|Efficiency Optimization Control of an IPMSM Drive System for Electric Vehicles (EVs)
Qin-Mu Wu, Yu Zhan, Mei Zhang, Xiang-Ping Chen*, and Wen-Ping Cao
International Journal of Control, Automation, and Systems, vol. 19, no. 8, pp.2716-2733, 2021
Abstract : Electric vehicles are a key technology to decarbonize the transport sector where interior permanent magnet synchronous motors (IPMSMs) are the best performer at the heart of the electrical drive system. In order to optimize their operational efficiency, the model-based method associated with parameter identification is widely adopted. However, efficiency optimization and parameter identification in the existing methods are implemented independently by different strategies in a sequential execution manner, which does not produce an optimized systemlevel solution. In this paper, the two methods are combined to deal with a constrained optimization problem in an IPMSM drive. Firstly, the problem is converted into a variational problem based on the variational principle and projection dynamic theory. Then, a unified projection dynamic equation (UPDE) is used to estimate the parameters and determine the solution of optimal current (OC) of the IPMSM. Further, a recursive neural network (RNN)

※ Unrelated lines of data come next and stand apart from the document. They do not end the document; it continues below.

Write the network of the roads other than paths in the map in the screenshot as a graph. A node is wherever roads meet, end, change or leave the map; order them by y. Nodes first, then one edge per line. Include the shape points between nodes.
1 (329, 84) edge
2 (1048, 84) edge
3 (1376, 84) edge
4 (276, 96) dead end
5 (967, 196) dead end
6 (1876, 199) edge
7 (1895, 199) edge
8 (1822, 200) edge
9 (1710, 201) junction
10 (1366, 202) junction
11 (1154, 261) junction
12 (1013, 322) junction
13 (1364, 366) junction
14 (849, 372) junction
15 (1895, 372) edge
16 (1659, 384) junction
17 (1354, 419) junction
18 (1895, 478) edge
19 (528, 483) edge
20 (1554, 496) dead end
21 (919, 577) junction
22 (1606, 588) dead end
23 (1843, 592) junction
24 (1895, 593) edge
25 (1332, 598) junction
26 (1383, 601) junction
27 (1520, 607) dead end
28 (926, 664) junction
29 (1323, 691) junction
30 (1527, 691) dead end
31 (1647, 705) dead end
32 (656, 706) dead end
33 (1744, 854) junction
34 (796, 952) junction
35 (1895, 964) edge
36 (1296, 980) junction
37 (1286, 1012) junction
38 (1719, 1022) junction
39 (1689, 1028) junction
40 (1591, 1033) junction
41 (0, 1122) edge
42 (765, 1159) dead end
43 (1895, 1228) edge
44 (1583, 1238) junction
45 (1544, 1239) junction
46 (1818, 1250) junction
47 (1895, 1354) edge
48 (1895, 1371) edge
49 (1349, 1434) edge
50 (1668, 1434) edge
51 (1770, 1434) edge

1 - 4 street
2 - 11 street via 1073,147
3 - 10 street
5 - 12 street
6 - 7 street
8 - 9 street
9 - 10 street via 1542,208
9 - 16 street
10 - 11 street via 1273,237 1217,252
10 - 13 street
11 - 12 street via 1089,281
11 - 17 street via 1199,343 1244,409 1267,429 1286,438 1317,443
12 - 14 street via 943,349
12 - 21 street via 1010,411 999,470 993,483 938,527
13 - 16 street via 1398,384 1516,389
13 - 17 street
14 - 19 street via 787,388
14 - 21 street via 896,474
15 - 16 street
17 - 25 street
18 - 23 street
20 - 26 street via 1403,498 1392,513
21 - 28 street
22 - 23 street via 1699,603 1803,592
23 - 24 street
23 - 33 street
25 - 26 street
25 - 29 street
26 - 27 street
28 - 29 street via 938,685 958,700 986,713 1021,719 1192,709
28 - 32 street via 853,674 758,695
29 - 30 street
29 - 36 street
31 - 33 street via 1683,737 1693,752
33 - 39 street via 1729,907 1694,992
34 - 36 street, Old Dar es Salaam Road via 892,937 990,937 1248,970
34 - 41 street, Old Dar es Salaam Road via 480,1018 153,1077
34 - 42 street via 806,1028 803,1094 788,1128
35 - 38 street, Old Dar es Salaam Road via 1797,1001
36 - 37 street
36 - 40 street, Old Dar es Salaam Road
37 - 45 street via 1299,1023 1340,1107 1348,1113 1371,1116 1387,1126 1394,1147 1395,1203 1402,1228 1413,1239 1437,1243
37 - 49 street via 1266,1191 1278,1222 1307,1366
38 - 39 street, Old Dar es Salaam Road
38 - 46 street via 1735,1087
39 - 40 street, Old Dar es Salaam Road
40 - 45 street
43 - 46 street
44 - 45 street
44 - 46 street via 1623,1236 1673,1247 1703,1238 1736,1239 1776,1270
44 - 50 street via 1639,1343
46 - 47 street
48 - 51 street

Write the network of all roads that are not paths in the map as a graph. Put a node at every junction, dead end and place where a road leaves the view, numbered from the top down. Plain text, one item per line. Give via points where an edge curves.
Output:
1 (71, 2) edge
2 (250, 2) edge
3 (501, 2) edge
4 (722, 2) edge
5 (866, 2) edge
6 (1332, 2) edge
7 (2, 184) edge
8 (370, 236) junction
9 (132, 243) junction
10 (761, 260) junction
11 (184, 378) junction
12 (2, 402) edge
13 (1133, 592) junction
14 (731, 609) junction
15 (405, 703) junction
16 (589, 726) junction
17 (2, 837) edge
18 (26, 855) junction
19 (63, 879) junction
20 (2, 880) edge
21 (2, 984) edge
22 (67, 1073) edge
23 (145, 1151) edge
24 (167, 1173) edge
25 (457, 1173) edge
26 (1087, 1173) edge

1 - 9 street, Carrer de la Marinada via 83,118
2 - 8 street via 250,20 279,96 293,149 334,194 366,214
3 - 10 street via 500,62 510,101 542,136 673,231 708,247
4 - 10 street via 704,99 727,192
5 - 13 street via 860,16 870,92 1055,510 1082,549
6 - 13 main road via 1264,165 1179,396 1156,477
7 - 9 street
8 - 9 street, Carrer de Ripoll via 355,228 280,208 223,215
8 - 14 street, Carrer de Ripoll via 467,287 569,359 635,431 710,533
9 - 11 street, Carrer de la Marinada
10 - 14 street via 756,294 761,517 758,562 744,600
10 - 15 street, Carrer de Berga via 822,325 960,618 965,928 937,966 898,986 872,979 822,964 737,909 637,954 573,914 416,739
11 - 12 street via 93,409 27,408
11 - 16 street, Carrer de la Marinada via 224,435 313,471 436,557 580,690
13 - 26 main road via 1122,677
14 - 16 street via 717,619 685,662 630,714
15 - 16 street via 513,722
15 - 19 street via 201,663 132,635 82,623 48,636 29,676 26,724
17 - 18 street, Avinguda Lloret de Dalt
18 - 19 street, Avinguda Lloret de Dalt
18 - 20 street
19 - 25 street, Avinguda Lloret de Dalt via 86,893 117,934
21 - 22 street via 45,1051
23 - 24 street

corresponding to the UPDE is developed to implement the developed fast efficiency optimization of the IPMSM drive. The results of simulation experiments show the proposed method is effective to identify motor parameters and determine the OC of the drive system rapidly and accurately. Thus, it can rapidly realize efficiency optimization of an IPMSM drive-system. Because the designed RNN can be easily implemented in the hardware, such as a field-programmable gate array (FPGA) or dedicated neural network chip, the method can achieve instantaneous efficiency optimization of the IPMSM drive system and therefore improve the widespread application of IPMSMs in EVs.
Current optimization, electric vehicles (EVs), interior permanent magnet synchronous motors (IPMSMs), parameter identification, recursive neural network.